# Unbekannte Wuchsobjekte....



## rumbalotte (28. Aug. 2017)

Moin zusammen,

was macht sich hier vom Wald in Richtung unseres Gartens breit?  ca. 1,5 m hoch und voller Bienen und Hummelchen in den rosa Blüten.  Ausserdem ein Baum/Busch mit weißen Blüten....


----------



## Kathrinvdm (28. Aug. 2017)

Moin, 

bei den beiden letzten Bildern handelt es sich um __ Springkraut (vermutlich Drüsiges Springkraut). Ganz schnell entfernen, bevor die Kapseln platzen und die Samen im ganzen Garten verstreuen! 

Den Strauch mit den weißen Blüten habe ich auch – mir wurde gesagt, dass das ein __ Hartriegel sei.


----------



## rumbalotte (28. Aug. 2017)

HAllo Kathrin,

danke für die schnelle Antwort....Dann werde ich meine Freizeit zukünftig mit Rausrupfen verbringen :-(


----------



## Knoblauchkröte (28. Aug. 2017)

Kathrinvdm schrieb:


> Moin,
> 
> bei den beiden letzten Bildern handelt es sich um __ Springkraut (vermutlich Drüsiges Springkraut). Ganz schnell entfernen, bevor die Kapseln platzen und die Samen im ganzen Garten verstreuen!



Hi, 

bringt aber nur was wenn man das Zeug auch außerhalb des Gartenzauns abrasiert, die Samen werden mehr als 5m weit geschleudert

MfG Frank


----------



## Goldkäferchen (28. Aug. 2017)

Hallo, bloß weg damit, sonst hast Du den ganzen Garten voll!


----------



## Anja W. (28. Aug. 2017)

Naja, nun macht mal nicht so ne Panik 

Im Bad Segeberger Garten hatte ich eine Ecke damit. Mein Vermieter nannte es immer die Pest. Es befand sich zwischen Haus und Weg und bis auf einige Pflanzen blieb es dort auch. Es war toll, die unglaublich vielen Hummeln zu beobachten. Das ganze Gartenstück hat gebrummt. 

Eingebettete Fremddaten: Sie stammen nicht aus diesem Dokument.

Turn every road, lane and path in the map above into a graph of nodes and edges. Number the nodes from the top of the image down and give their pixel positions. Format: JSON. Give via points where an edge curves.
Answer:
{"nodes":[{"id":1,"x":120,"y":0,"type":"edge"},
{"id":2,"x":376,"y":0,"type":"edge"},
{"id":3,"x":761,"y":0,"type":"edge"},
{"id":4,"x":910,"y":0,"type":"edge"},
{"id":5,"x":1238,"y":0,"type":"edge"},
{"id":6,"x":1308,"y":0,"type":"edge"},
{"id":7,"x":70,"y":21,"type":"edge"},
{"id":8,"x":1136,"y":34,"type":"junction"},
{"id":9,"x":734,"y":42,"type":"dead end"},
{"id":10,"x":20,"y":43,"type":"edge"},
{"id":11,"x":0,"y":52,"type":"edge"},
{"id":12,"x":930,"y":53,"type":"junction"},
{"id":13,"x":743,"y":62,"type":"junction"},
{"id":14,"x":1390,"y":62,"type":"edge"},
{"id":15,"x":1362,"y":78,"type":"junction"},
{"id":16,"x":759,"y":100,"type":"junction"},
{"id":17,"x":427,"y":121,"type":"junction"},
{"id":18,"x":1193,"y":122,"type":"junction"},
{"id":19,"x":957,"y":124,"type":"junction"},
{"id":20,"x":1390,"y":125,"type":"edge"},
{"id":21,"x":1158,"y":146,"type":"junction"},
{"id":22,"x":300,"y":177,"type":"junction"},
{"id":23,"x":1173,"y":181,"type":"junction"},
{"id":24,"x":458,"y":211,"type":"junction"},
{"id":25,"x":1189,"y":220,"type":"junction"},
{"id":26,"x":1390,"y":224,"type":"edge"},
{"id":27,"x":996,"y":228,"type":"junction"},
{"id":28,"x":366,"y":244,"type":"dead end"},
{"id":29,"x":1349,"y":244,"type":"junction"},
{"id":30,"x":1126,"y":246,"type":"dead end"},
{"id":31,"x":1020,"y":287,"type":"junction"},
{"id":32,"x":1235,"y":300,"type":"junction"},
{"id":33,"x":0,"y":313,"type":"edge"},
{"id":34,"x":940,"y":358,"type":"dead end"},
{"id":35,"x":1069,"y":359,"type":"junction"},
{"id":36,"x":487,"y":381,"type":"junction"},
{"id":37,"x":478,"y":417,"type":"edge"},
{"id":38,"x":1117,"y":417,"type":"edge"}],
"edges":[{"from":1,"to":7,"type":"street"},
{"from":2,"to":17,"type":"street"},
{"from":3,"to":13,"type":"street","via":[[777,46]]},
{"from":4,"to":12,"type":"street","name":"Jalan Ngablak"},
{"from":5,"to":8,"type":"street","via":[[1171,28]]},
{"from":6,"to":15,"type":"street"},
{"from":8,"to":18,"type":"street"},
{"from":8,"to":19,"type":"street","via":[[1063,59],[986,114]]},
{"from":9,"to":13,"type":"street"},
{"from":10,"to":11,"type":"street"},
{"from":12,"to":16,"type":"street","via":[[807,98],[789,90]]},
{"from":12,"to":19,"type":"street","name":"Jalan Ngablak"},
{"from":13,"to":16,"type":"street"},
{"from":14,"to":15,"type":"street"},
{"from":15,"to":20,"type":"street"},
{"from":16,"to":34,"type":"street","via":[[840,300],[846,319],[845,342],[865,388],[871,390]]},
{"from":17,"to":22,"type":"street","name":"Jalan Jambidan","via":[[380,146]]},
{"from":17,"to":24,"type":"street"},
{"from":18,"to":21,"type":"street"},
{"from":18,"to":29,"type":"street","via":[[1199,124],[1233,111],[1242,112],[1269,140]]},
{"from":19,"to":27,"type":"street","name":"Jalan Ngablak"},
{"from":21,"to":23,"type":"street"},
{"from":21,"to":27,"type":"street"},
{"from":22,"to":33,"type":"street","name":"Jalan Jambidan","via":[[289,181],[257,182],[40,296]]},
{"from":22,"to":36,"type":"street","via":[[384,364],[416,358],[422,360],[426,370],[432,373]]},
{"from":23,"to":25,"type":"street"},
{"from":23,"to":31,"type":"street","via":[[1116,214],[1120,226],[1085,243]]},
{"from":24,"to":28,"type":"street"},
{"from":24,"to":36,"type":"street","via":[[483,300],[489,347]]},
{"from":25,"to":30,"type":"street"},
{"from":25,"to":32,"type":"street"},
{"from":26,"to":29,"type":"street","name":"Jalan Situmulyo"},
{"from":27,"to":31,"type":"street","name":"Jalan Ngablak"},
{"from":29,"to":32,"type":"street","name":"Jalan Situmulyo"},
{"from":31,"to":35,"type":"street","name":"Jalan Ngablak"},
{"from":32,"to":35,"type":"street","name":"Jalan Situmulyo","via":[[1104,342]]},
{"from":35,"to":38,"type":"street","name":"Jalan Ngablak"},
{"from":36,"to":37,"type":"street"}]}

Ich weiß, die Pflanzen gehören hier nicht her und breiten sich in der Natur zu sehr aus. Aber schön sind sie trotzdem


----------



## rumbalotte (29. Aug. 2017)

Guten Morgen,

ja, schön sind sie, Bienen und Hummeln finde ich auch super aber.......vor zwei Jahren waren es nur einige vereinzelte Pflanzen im Wald und mittlerweile sind ca. 300 qm zugewuchert...also:  Weg damit


----------